─── Input data
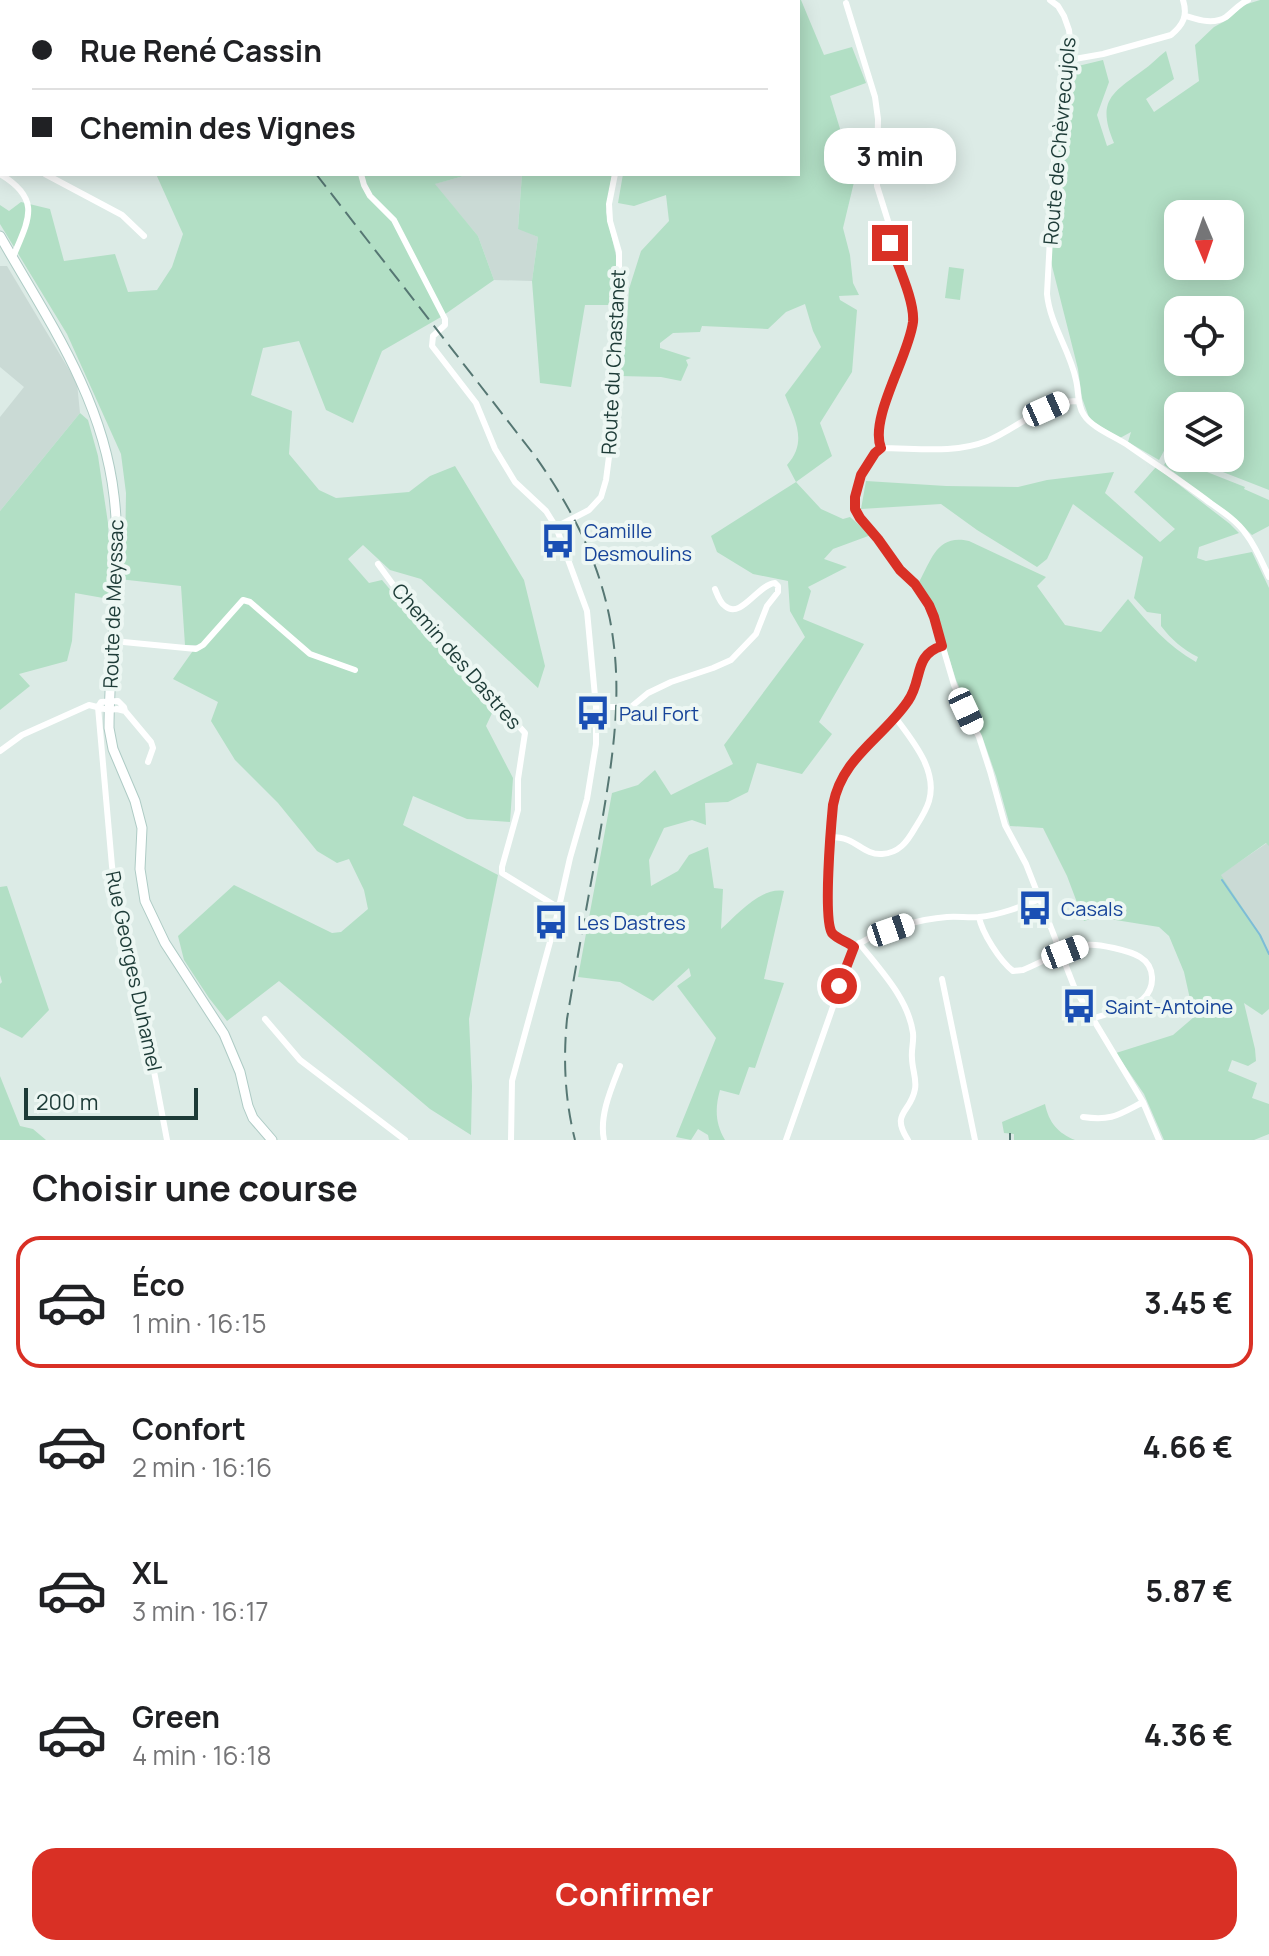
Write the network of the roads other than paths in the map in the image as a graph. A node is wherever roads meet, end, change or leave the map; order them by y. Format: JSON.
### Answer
{"nodes":[{"id":1,"x":1050,"y":0,"type":"edge"},
{"id":2,"x":1183,"y":0,"type":"edge"},
{"id":3,"x":1248,"y":0,"type":"edge"},
{"id":4,"x":846,"y":3,"type":"dead end"},
{"id":5,"x":1186,"y":16,"type":"junction"},
{"id":6,"x":1069,"y":60,"type":"junction"},
{"id":7,"x":3,"y":176,"type":"edge"},
{"id":8,"x":49,"y":176,"type":"edge"},
{"id":9,"x":362,"y":176,"type":"edge"},
{"id":10,"x":615,"y":176,"type":"edge"},
{"id":11,"x":0,"y":236,"type":"edge"},
{"id":12,"x":144,"y":236,"type":"dead end"},
{"id":13,"x":13,"y":257,"type":"junction"},
{"id":14,"x":1078,"y":401,"type":"junction"},
{"id":15,"x":881,"y":448,"type":"junction"},
{"id":16,"x":556,"y":527,"type":"junction"},
{"id":17,"x":378,"y":564,"type":"dead end"},
{"id":18,"x":1269,"y":577,"type":"edge"},
{"id":19,"x":715,"y":589,"type":"dead end"},
{"id":20,"x":113,"y":641,"type":"junction"},
{"id":21,"x":942,"y":646,"type":"junction"},
{"id":22,"x":355,"y":670,"type":"dead end"},
{"id":23,"x":109,"y":706,"type":"junction"},
{"id":24,"x":98,"y":707,"type":"junction"},
{"id":25,"x":596,"y":707,"type":"junction"},
{"id":26,"x":895,"y":717,"type":"junction"},
{"id":27,"x":0,"y":751,"type":"edge"},
{"id":28,"x":148,"y":762,"type":"dead end"},
{"id":29,"x":830,"y":837,"type":"junction"},
{"id":30,"x":1040,"y":899,"type":"junction"},
{"id":31,"x":559,"y":908,"type":"junction"},
{"id":32,"x":979,"y":917,"type":"junction"},
{"id":33,"x":856,"y":945,"type":"junction"},
{"id":34,"x":1061,"y":954,"type":"junction"},
{"id":35,"x":942,"y":979,"type":"dead end"},
{"id":36,"x":265,"y":1019,"type":"dead end"},
{"id":37,"x":1092,"y":1019,"type":"junction"},
{"id":38,"x":620,"y":1066,"type":"dead end"},
{"id":39,"x":1143,"y":1102,"type":"junction"},
{"id":40,"x":1083,"y":1117,"type":"dead end"},
{"id":41,"x":167,"y":1140,"type":"edge"},
{"id":42,"x":272,"y":1140,"type":"edge"},
{"id":43,"x":405,"y":1140,"type":"edge"},
{"id":44,"x":511,"y":1140,"type":"edge"},
{"id":45,"x":604,"y":1140,"type":"edge"},
{"id":46,"x":786,"y":1140,"type":"edge"},
{"id":47,"x":908,"y":1140,"type":"edge"},
{"id":48,"x":975,"y":1140,"type":"edge"},
{"id":49,"x":1159,"y":1140,"type":"edge"}],
"edges":[{"from":1,"to":6,"type":"street","name":"Route de Chèvrecujols"},
{"from":2,"to":5,"type":"street"},
{"from":3,"to":5,"type":"street"},
{"from":4,"to":15,"type":"street"},
{"from":5,"to":6,"type":"street"},
{"from":6,"to":14,"type":"street","name":"Route de Chèvrecujols"},
{"from":7,"to":13,"type":"street"},
{"from":8,"to":12,"type":"street"},
{"from":9,"to":16,"type":"street"},
{"from":10,"to":16,"type":"street","name":"Route du Chastanet"},
{"from":11,"to":13,"type":"main road","name":"Route de Meyssac"},
{"from":13,"to":20,"type":"main road","name":"Route de Meyssac"},
{"from":14,"to":15,"type":"street"},
{"from":14,"to":18,"type":"street","name":"Route de Chèvrecujols"},
{"from":15,"to":21,"type":"street"},
{"from":16,"to":25,"type":"street"},
{"from":17,"to":31,"type":"street","name":"Chemin des Dastres"},
{"from":19,"to":25,"type":"street"},
{"from":20,"to":22,"type":"street"},
{"from":20,"to":23,"type":"main road","name":"Route de Meyssac"},
{"from":21,"to":26,"type":"street"},
{"from":21,"to":30,"type":"street"},
{"from":23,"to":24,"type":"street"},
{"from":23,"to":28,"type":"street"},
{"from":23,"to":42,"type":"main road","name":"Route de Meyssac"},
{"from":24,"to":27,"type":"street"},
{"from":24,"to":41,"type":"street","name":"Rue Georges Duhamel"},
{"from":25,"to":31,"type":"street"},
{"from":26,"to":29,"type":"street"},
{"from":26,"to":29,"type":"street"},
{"from":29,"to":33,"type":"street"},
{"from":30,"to":32,"type":"street"},
{"from":30,"to":34,"type":"street"},
{"from":31,"to":44,"type":"street"},
{"from":32,"to":33,"type":"street"},
{"from":32,"to":34,"type":"street"},
{"from":33,"to":46,"type":"street"},
{"from":33,"to":47,"type":"street"},
{"from":34,"to":37,"type":"street"},
{"from":34,"to":37,"type":"street"},
{"from":35,"to":48,"type":"street"},
{"from":36,"to":43,"type":"street"},
{"from":37,"to":39,"type":"street"},
{"from":38,"to":45,"type":"street"},
{"from":39,"to":40,"type":"street"},
{"from":39,"to":49,"type":"street"}]}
──────
Identify every line above with the string "dead" in it. Copy those lines.

Solution below »
{"id":4,"x":846,"y":3,"type":"dead end"},
{"id":12,"x":144,"y":236,"type":"dead end"},
{"id":17,"x":378,"y":564,"type":"dead end"},
{"id":19,"x":715,"y":589,"type":"dead end"},
{"id":22,"x":355,"y":670,"type":"dead end"},
{"id":28,"x":148,"y":762,"type":"dead end"},
{"id":35,"x":942,"y":979,"type":"dead end"},
{"id":36,"x":265,"y":1019,"type":"dead end"},
{"id":38,"x":620,"y":1066,"type":"dead end"},
{"id":40,"x":1083,"y":1117,"type":"dead end"},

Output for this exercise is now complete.